Anti-Semitism in Holland is on rise and raising concern

AMSTERDAM — Moroccan anti-Semitism is on the rise in Holland.

Dutch Jews already have known it for several years: According to the Center for Information and Documentation about Israel (the Dutch equivalent of the Anti-Defamation League), the number of anti-Jewish incidents has been increasing since 1997.

Since the Palestinian intifada began in September 2000, however, the number of incidents has increased and their nature has changed, becoming more violent and physical.

Muslim immigrants — primarily Moroccan youths — are responsible for the sharp rise in incidents, according to CIDI.

In its 2000 annual report, Tel Aviv University's Institute for the Study of anti-Semitism and Racism reached a similar conclusion: It registered an increase of 50 percent in violent anti-Semitic incidents in Western Europe, most of them in countries with large Muslim communities.

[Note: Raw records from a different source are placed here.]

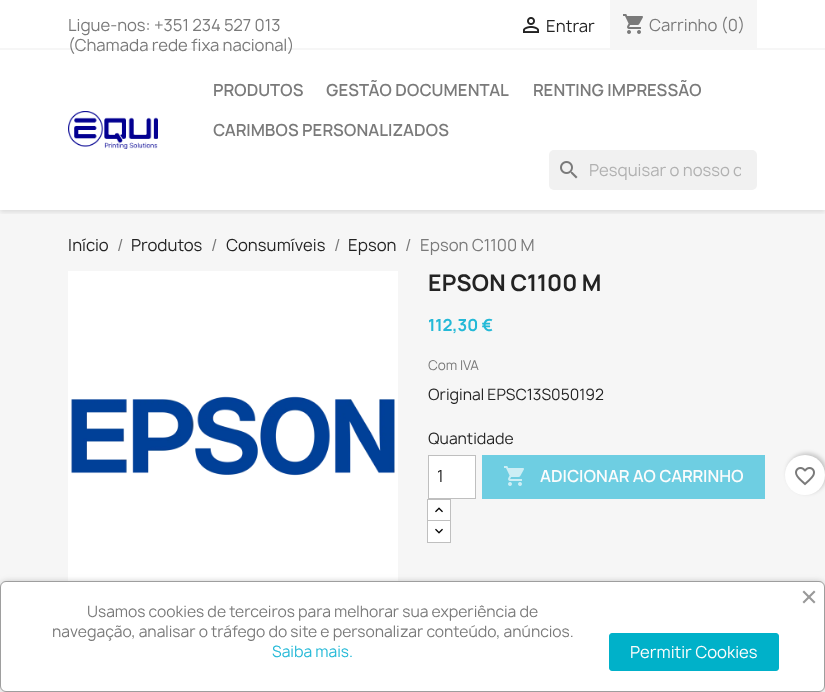 <svg xmlns="http://www.w3.org/2000/svg" width="825" height="692">
	<defs>
		<clipPath id="clip1"><rect x="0" y="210" width="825" height="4" /></clipPath>
		<clipPath id="clip2"><rect x="589" y="157" width="152" height="27" /></clipPath>
	</defs>
	<rect width="100%" height="100%" fill="#FFFFFF" />
	<rect x="0" y="210" width="825" height="482" fill="#F6F6F6" />
	<g clip-path="url(#clip1)">
		<rect x="0" y="2" width="825" height="210" fill="#000000" fill-opacity="0.11" filter="blur(2.5px)" />
	</g>
	<rect x="0" y="48" width="825" height="2" fill="#F6F6F6" />
	<g font-family="Manrope" font-size="16" fill="#7A7A7A">
		<text x="68" y="31">Ligue-nos: +351 234 527 013</text>
		<text x="68" y="51">(Chamada rede fixa nacional)</text>
	</g>
	<image x="523" y="17" width="16" height="16" href="assets/img1.png" />
	<text x="546" y="32" font-family="Manrope" font-size="16" fill="#232323">Entrar</text>
	<rect x="610" y="0" width="147" height="48" fill="#F6F6F6" />
	<image x="623" y="14" width="20" height="20" href="assets/img2.png" />
	<text x="649" y="31" font-family="Manrope" font-size="16" fill="#7A7A7A">Carrinho (0)</text>
	<image x="68" y="111" width="90" height="38" href="assets/img3.png" />
	<g font-family="Manrope" font-size="16" font-weight="600" fill="#7A7A7A">
		<text x="213" y="96">PRODUTOS</text>
		<text x="326" y="96">GESTÃO DOCUMENTAL</text>
		<text x="533" y="96">RENTING IMPRESSÃO</text>
		<text x="213" y="136">CARIMBOS PERSONALIZADOS</text>
	</g>
	<rect x="549" y="150" width="208" height="40" rx="5" fill="#F1F1F1" />
	<image x="560" y="161" width="18" height="18" href="assets/img4.png" />
	<g clip-path="url(#clip2)">
		<text x="589" y="176" font-family="Manrope" font-size="16" fill="#B1B1B1">Pesquisar o nosso c</text>
	</g>
	<text x="68" y="251" font-family="Manrope" font-size="16" fill="#232323">Início</text>
	<text x="117" y="251" font-family="Manrope" font-size="16" fill="#7A7A7A">/</text>
	<text x="131" y="251" font-family="Manrope" font-size="16" fill="#232323">Produtos</text>
	<text x="211" y="251" font-family="Manrope" font-size="16" fill="#7A7A7A">/</text>
	<text x="226" y="251" font-family="Manrope" font-size="16" fill="#232323">Consumíveis</text>
	<text x="334" y="251" font-family="Manrope" font-size="16" fill="#7A7A7A">/</text>
	<text x="348" y="251" font-family="Manrope" font-size="16" fill="#232323">Epson</text>
	<g font-family="Manrope" font-size="16" fill="#7A7A7A">
		<text x="405" y="251">/</text>
		<text x="420" y="251">Epson C1100 M</text>
	</g>
	<rect x="68" y="271" width="330" height="310" fill="#FFFFFF" />
	<image x="71" y="396" width="324" height="80" href="assets/img5.png" />
	<text x="428" y="291" font-family="Manrope" font-size="22" font-weight="700" fill="#232323">EPSON C1100 M</text>
	<text x="428" y="331" font-family="Manrope" font-size="16" font-weight="700" fill="#24B9D7">112,30 €</text>
	<text x="428" y="370" font-family="Manrope" font-size="13" fill="#7A7A7A">Com IVA</text>
	<g font-family="Manrope" font-size="15" fill="#232323">
		<text x="428" y="400">Original EPSC13S050192</text>
		<text x="428" y="444">Quantidade</text>
	</g>
	<rect x="428.5" y="455.5" width="47" height="43" fill="#FFFFFF" stroke="#BFBFBF" />
	<text x="437" y="482" font-family="Manrope" font-size="16" fill="#232323">1</text>
	<rect x="428" y="500" width="22" height="20" fill="#FFFFFF" />
	<rect x="427.5" y="499.5" width="23" height="22" fill="none" stroke="#BFBFBF" />
	<image x="435" y="507" width="8" height="6" href="assets/img6.png" />
	<rect x="427.5" y="520.5" width="23" height="22" fill="#FFFFFF" stroke="#BFBFBF" />
	<image x="435" y="528" width="8" height="6" href="assets/img7.png" />
	<rect x="482" y="455" width="283" height="44" fill="#6ECEE2" />
	<image x="504" y="466" width="20" height="20" href="assets/img8.png" />
	<text x="540" y="482" font-family="Manrope" font-size="16" font-weight="600" fill="#FCFCFC">ADICIONAR AO CARRINHO</text>
	<rect x="787" y="453" width="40" height="40" rx="20" fill="#000000" fill-opacity="0.2" filter="blur(2px)" />
	<circle cx="805" cy="475" r="20" fill="#FFFFFF" />
	<image x="795" y="467" width="20" height="19" href="assets/img9.png" />
	<rect x="2" y="583" width="821" height="107" rx="4" fill="#9E9E9E" filter="blur(3.5px)" />
	<rect x="0.5" y="581.5" width="824" height="110" rx="5.5" fill="#FFFFFF" stroke="#9E9E9E" />
	<path d="M802.5 602L814 590.5L815.5 592L804 603.5Z" fill="#999999" />
	<path d="M804 590.5L815.5 602L814 603.5L802.5 592Z" fill="#999999" />
	<g font-family="Manrope" font-size="15" fill="#7A7A7A">
		<text x="87" y="617">Usamos cookies de terceiros para melhorar sua experiência de</text>
		<text x="52" y="637">navegação, analisar o tráfego do site e personalizar conteúdo, anúncios.</text>
	</g>
	<text x="272" y="657" font-family="Manrope" font-size="15" fill="#24B9D7">Saiba mais.</text>
	<rect x="609.5" y="633.5" width="169" height="37" rx="2.5" fill="#00B1C9" stroke="#00B1C9" />
	<text x="630" y="658" font-family="Manrope" font-size="16" fill="#FCFCFC">Permitir Cookies</text>
</svg>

In cities like Amsterdam, Jews say they have been subjected to name calling, physical attacks and aggressive behavior from Moroccan youths.

It began in neighborhoods such as West Amsterdam that are populated mainly by Moroccan immigrants. But even in the southern parts of Amsterdam, which since World War II have had a large Jewish population, many Jews prefer not to walk outside with visible signs of their faith.

Dutch society long has ignored or downplayed the situation. In recent weeks, however, the tide seems to be changing. On May 4, the day Holland commemorates its soldiers, Jews and other civilians who died in World War II, Moroccan youths disturbed various commemoration ceremonies in Dutch cities, mainly in Amsterdam.

It took a week until Michel Rog, a local politician for the center-left party D'66, filed an official complaint of anti-Semitism with Amsterdam police.

"Suddenly a group of 10, 20 young Moroccans came and began to shout 'Joden moeten we doden,'" he said. They repeated the slogan, which means "We should kill the Jews," again and again.

Similar incidents took place in other Amsterdam neighborhoods, where Moroccans disturbed speeches and the traditional two minutes of silence for the dead, shouting the same slogan or "Hamas Hamas, put the Jews into the gas."

Non-Jewish participants in the ceremony were perplexed but remain divided over what the Moroccan youths could have meant.

Some, like Rog, feel the youngsters intentionally used anti-Semitic slogans on a day commemorating Jewish victims of Nazi persecution. Others think the incidents have no political meaning.

"It's time to establish clear limits, and you can only do that when you file official complaints with the police and prosecute people accordingly," said Rog.